When he first walked into Metea Valley ten years ago as the principal of Hill Middle School, Darrell Echols was in awe. “I remember coming to the first football game, Mr. Schmid and Dean Rowe were there, and they kinda gave me a tour of the building I was like ‘wow, this place is fantastic,” Echols said. It would have never occurred to him that he would be at the helm of the ship five years later.

This school year, Metea Valley is celebrating its tenth year anniversary. This comes on top of new changes such as the class houses, which are now the Merit, Victory, Honor, and Spirit houses respectively. But this adjustment does not come as a negative to Echols. “We really want to keep the positive mojo going and not lose momentum,” he said. Celebrating the tenth year anniversary is about pride, nostalgia, and passion for being a Mustang.

It is a new year that will bring on new challenges for students and faculty alike. Dr. Echols sees celebrating the tenth year anniversary as a way to bring the whole school closer together. A way to look back at our history and evolve for the future. If it can improve morale, he wants to try it.

“Ten years and counting” Echols likes to say.
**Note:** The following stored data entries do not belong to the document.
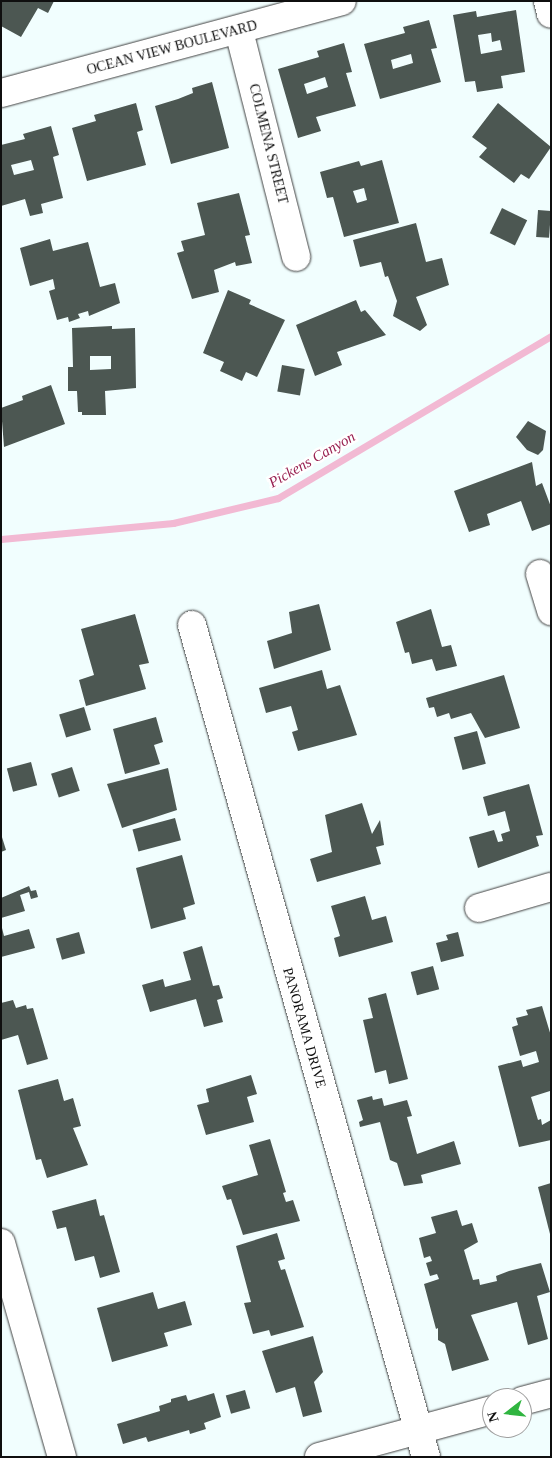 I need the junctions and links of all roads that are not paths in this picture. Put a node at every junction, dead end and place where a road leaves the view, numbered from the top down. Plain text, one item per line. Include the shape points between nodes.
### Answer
1 (342, 1) edge
2 (548, 1) edge
3 (551, 14) edge
4 (239, 31) junction
5 (1, 93) edge
6 (296, 257) dead end
7 (540, 574) dead end
8 (551, 611) edge
9 (192, 625) dead end
10 (551, 887) edge
11 (479, 908) dead end
12 (1, 1244) edge
13 (551, 1393) edge
14 (532, 1398) edge
15 (482, 1413) edge
16 (417, 1431) junction
17 (62, 1457) edge
18 (319, 1457) edge
19 (426, 1457) edge

1 - 4 street, OCEAN VIEW BOULEVARD
2 - 3 street
4 - 5 street, OCEAN VIEW BOULEVARD
4 - 6 street, COLMENA STREET
7 - 8 street
9 - 16 street, PANORAMA DRIVE
10 - 11 street
12 - 17 street
13 - 14 street
15 - 16 street
16 - 18 street
16 - 19 street, PANORAMA DRIVE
Putting an emphasis on the future is significant for a principal of a young school, one has to be focused on much more than just one day or even one year.
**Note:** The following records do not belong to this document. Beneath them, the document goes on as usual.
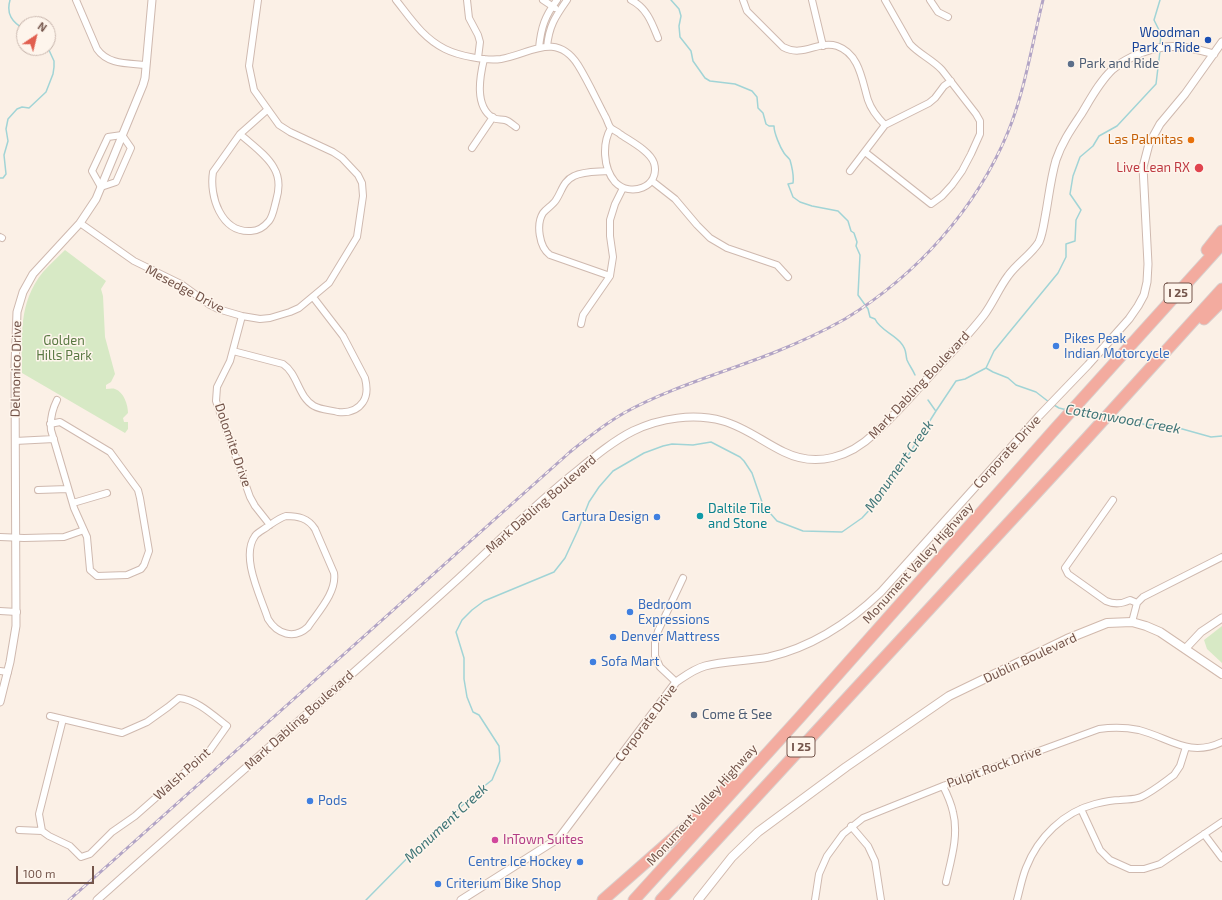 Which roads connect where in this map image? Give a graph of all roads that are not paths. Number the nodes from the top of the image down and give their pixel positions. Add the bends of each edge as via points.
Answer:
1 (76, 0) edge
2 (152, 0) edge
3 (258, 0) edge
4 (396, 0) edge
5 (467, 0) edge
6 (543, 0) edge
7 (557, 0) edge
8 (567, 0) edge
9 (631, 0) edge
10 (743, 0) edge
11 (812, 0) edge
12 (885, 0) edge
13 (930, 0) edge
14 (553, 6) junction
15 (560, 10) junction
16 (948, 17) dead end
17 (658, 38) dead end
18 (1222, 42) edge
19 (823, 46) junction
20 (547, 47) junction
21 (539, 48) junction
22 (1214, 54) junction
23 (481, 58) junction
24 (146, 65) junction
25 (951, 81) junction
26 (267, 110) junction
27 (492, 117) junction
28 (885, 125) junction
29 (516, 127) dead end
30 (610, 128) junction
31 (240, 134) junction
32 (122, 135) junction
33 (472, 148) dead end
34 (866, 152) junction
35 (608, 171) junction
36 (850, 171) dead end
37 (652, 181) junction
38 (102, 187) junction
39 (623, 188) junction
40 (80, 223) junction
41 (1222, 231) edge
42 (1222, 244) edge
43 (610, 276) junction
44 (788, 277) dead end
45 (1222, 288) edge
46 (313, 297) junction
47 (1222, 301) edge
48 (242, 316) junction
49 (580, 324) dead end
50 (1133, 343) junction
51 (233, 351) junction
52 (1159, 359) junction
53 (57, 400) dead end
54 (50, 424) junction
55 (54, 440) junction
56 (15, 441) junction
57 (68, 489) junction
58 (38, 490) dead end
59 (107, 493) dead end
60 (1113, 500) dead end
61 (72, 503) junction
62 (270, 525) junction
63 (84, 530) junction
64 (0, 537) edge
65 (16, 537) junction
66 (1222, 557) edge
67 (684, 578) dead end
68 (1137, 603) junction
69 (0, 611) edge
70 (17, 612) junction
71 (1222, 618) edge
72 (1132, 622) junction
73 (1186, 648) junction
74 (4, 672) edge
75 (1222, 674) edge
76 (676, 682) junction
77 (0, 702) edge
78 (50, 716) dead end
79 (802, 716) junction
80 (63, 719) junction
81 (1222, 742) edge
82 (1186, 747) junction
83 (943, 786) junction
84 (1081, 809) junction
85 (1222, 822) edge
86 (851, 826) junction
87 (19, 830) dead end
88 (42, 831) junction
89 (1204, 834) junction
90 (1222, 858) edge
91 (946, 882) dead end
92 (97, 900) edge
93 (461, 900) edge
94 (603, 900) edge
95 (634, 900) edge
96 (662, 900) edge
97 (698, 900) edge
98 (815, 900) edge
99 (881, 900) edge
100 (1017, 900) edge

1 - 24 street via 102,55 113,61
2 - 24 street, Delmonico Drive
3 - 26 street, Mesedge Drive via 249,73 254,90
4 - 23 street via 419,30 437,44 455,53
5 - 23 street via 469,18 480,42
6 - 14 street
7 - 14 street
8 - 15 street
9 - 17 street via 650,18
10 - 19 street via 747,11 783,47 802,51
11 - 19 street
12 - 25 street via 910,44 937,64
13 - 16 street via 938,12
14 - 15 street
14 - 21 street via 542,26
15 - 20 street via 550,28
18 - 22 street, Corporate Drive
19 - 28 street via 837,46 857,64 871,106
20 - 21 street
20 - 30 street via 561,50 572,57
21 - 23 street via 502,59
22 - 76 street, Corporate Drive via 1153,134 1148,149 1143,167 1147,282 1144,295 1129,319 864,608 815,640 770,657 706,666
22 - 92 street, Mark Dabling Boulevard via 1194,48 1154,48 1139,53 1116,67 1098,86 1061,147 1053,173 1042,234 1035,247 1007,277 986,312 959,344 862,444 829,459 806,459 781,451 735,425 697,417 656,423 631,432 608,446 553,490 459,578
23 - 27 street via 481,96 484,107
24 - 32 street, Delmonico Drive via 143,85
25 - 28 street via 929,103
25 - 34 street via 980,121 980,134 962,171 942,196 931,204
26 - 31 street
26 - 46 street, Mesedge Drive via 284,129 327,148 342,158 362,183 363,196 357,237 329,283
27 - 29 street via 506,120
27 - 33 street
28 - 34 street
30 - 35 street via 605,142
30 - 37 street via 650,156 655,169
31 - 31 street via 268,160 278,178 278,196 272,216 258,230 243,231 235,228 220,213 212,194 213,172
32 - 38 street, Delmonico Drive
32 - 38 street via 131,148 116,182
32 - 38 street via 108,137 92,172
34 - 36 street
35 - 39 street
35 - 43 street via 580,174 566,182 555,202 541,216 540,239 544,250 550,255
37 - 39 street via 644,188 636,190
37 - 44 street via 675,199 710,238 726,248 777,265
38 - 40 street, Delmonico Drive
39 - 43 street via 610,220 613,256
40 - 48 street, Mesedge Drive via 134,261 181,284 210,305
40 - 56 street, Delmonico Drive via 33,274 19,301 15,325
41 - 50 highway
42 - 50 highway, Monument Valley Highway / I 25
43 - 49 street via 582,314
45 - 52 highway, I 25
46 - 48 street, Mesedge Drive via 299,308 270,318
46 - 51 street via 342,336 365,378 365,398 358,408 344,413 313,405 305,397 288,367
47 - 52 highway
48 - 51 street, Dolomite Drive
50 - 79 highway, Monument Valley Highway / I 25
51 - 62 street, Dolomite Drive via 218,387 216,401 250,497
52 - 96 highway, I 25
53 - 54 street via 52,409
54 - 55 street
54 - 63 street via 60,422 110,452 138,490 149,551 144,565 127,575 93,574 88,565 88,543
55 - 56 street
55 - 57 street
56 - 65 street, Delmonico Drive
57 - 58 street
57 - 61 street
59 - 61 street
60 - 68 street via 1065,568 1068,574 1106,601 1120,604 1130,600
61 - 63 street
62 - 62 street via 259,532 252,542 250,566 272,626 284,634 297,634 308,627 333,589 334,573 315,529 307,520 286,516
63 - 65 street via 64,538
64 - 65 street
65 - 70 street, Delmonico Drive
66 - 68 street via 1142,597
67 - 76 street via 654,642 655,656 660,667
68 - 72 street
69 - 70 street
70 - 74 street, Delmonico Drive via 14,644
71 - 73 street via 1200,632
72 - 73 main road, Dublin Boulevard via 1160,632
72 - 97 main road, Dublin Boulevard via 1107,624 1067,639 949,696 758,832 732,857
73 - 75 main road, Dublin Boulevard
74 - 77 street, Delmonico Drive
76 - 93 street, Corporate Drive via 559,838
78 - 80 street, Walsh Point
79 - 94 highway via 778,734 686,827
79 - 95 highway, Monument Valley Highway / I 25
80 - 88 street via 39,814
80 - 88 street, Walsh Point via 122,733 147,722 179,698 206,710 227,726 210,750 135,816 112,832 90,854 81,857 70,846
81 - 82 street, Pulpit Rock Drive via 1204,748
82 - 83 street, Pulpit Rock Drive via 1138,730 1119,727 1098,729
82 - 84 street via 1174,775 1145,795 1094,804
83 - 86 street, Pulpit Rock Drive via 869,815
83 - 91 street via 955,826 954,846
84 - 89 street via 1100,850 1110,860 1130,869 1144,869 1160,864
84 - 100 street via 1058,823 1037,846 1026,869
85 - 89 street
86 - 98 street, Pulpit Rock Drive via 837,840 827,856 819,874
86 - 99 street via 868,846 875,861
87 - 88 street, Walsh Point
89 - 90 street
“We just want to celebrate what we have become,” new assistant principal Daniel Debruycker said. Debruycker, being apart of the Metea family for 4 years, is feeling the love and pride that comes with being a leader of a school. Making the change from Athletic Director to Assistant Principal, he is excited to see more of what the school has to offer. “Personally focusing more on different aspects of the building, [I am] looking forward to seeing kids in different avenues,” Debruycker said.

He expressed his interest in the artifacts he’s found and the stories he’s heard from the first day Metea opened. In his fourth year as a Mustang, he is on par with the class of 2019 when it comes to seniority. That being said, this is not his first ten year anniversary. Before he came to Metea, he was the AD at Oswego East High School. His first year there in 2014 was the school’s tenth year anniversary. If there is one thing he knows about these anniversaries, it is how history shapes a school’s culture.

“That tenth year, you get to that moment and it is a great way to communicate that out, honor it, celebrate that and it’s just unique, you’re never going to have this year again,” Debruycker said.

Starting later this year, the school will celebrate the sixty teachers who have been here for the past decade. As often as possible, Metea will reflect on the time it’s been open. The plan is not to try to be something else. “[It is] for people to understand who we are, we aren’t Waubonsie, we aren’t Neuqua, and we don’t want to be,” Debruycker said.

It takes time to find an identity as a school. The history does not run deep but it stands strong, and we have to look back before we see out the future. Honoring ten years as a school is important for the faculty and students.

“It kinda gives you some hope to keep working hard and to keep trying,” Echols said.